─── Excerpted data

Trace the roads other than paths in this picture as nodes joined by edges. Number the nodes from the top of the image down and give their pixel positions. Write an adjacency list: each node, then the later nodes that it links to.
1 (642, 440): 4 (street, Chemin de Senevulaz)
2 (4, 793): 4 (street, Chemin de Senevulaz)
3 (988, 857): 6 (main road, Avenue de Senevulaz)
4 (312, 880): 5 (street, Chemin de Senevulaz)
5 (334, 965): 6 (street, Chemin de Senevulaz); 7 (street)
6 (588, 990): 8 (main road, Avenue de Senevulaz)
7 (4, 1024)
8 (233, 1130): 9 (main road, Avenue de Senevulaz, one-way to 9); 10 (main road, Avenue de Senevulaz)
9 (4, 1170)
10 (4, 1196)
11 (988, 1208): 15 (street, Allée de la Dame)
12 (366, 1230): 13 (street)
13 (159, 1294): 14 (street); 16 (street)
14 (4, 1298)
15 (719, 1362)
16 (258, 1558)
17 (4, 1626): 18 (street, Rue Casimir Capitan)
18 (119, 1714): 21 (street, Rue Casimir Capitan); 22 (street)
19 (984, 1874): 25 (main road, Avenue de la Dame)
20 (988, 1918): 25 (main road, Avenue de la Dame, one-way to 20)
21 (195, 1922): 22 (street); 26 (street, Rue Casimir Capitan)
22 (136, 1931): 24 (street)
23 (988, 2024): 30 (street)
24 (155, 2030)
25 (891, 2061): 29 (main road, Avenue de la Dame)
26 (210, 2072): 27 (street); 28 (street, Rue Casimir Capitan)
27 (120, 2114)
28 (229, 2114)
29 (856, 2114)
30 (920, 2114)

──────

**Aim of the exercise**
Could you return the lines in the entries above that contain "Casimir"?

**Solution to this task**
17 (4, 1626): 18 (street, Rue Casimir Capitan)
18 (119, 1714): 21 (street, Rue Casimir Capitan); 22 (street)
21 (195, 1922): 22 (street); 26 (street, Rue Casimir Capitan)
26 (210, 2072): 27 (street); 28 (street, Rue Casimir Capitan)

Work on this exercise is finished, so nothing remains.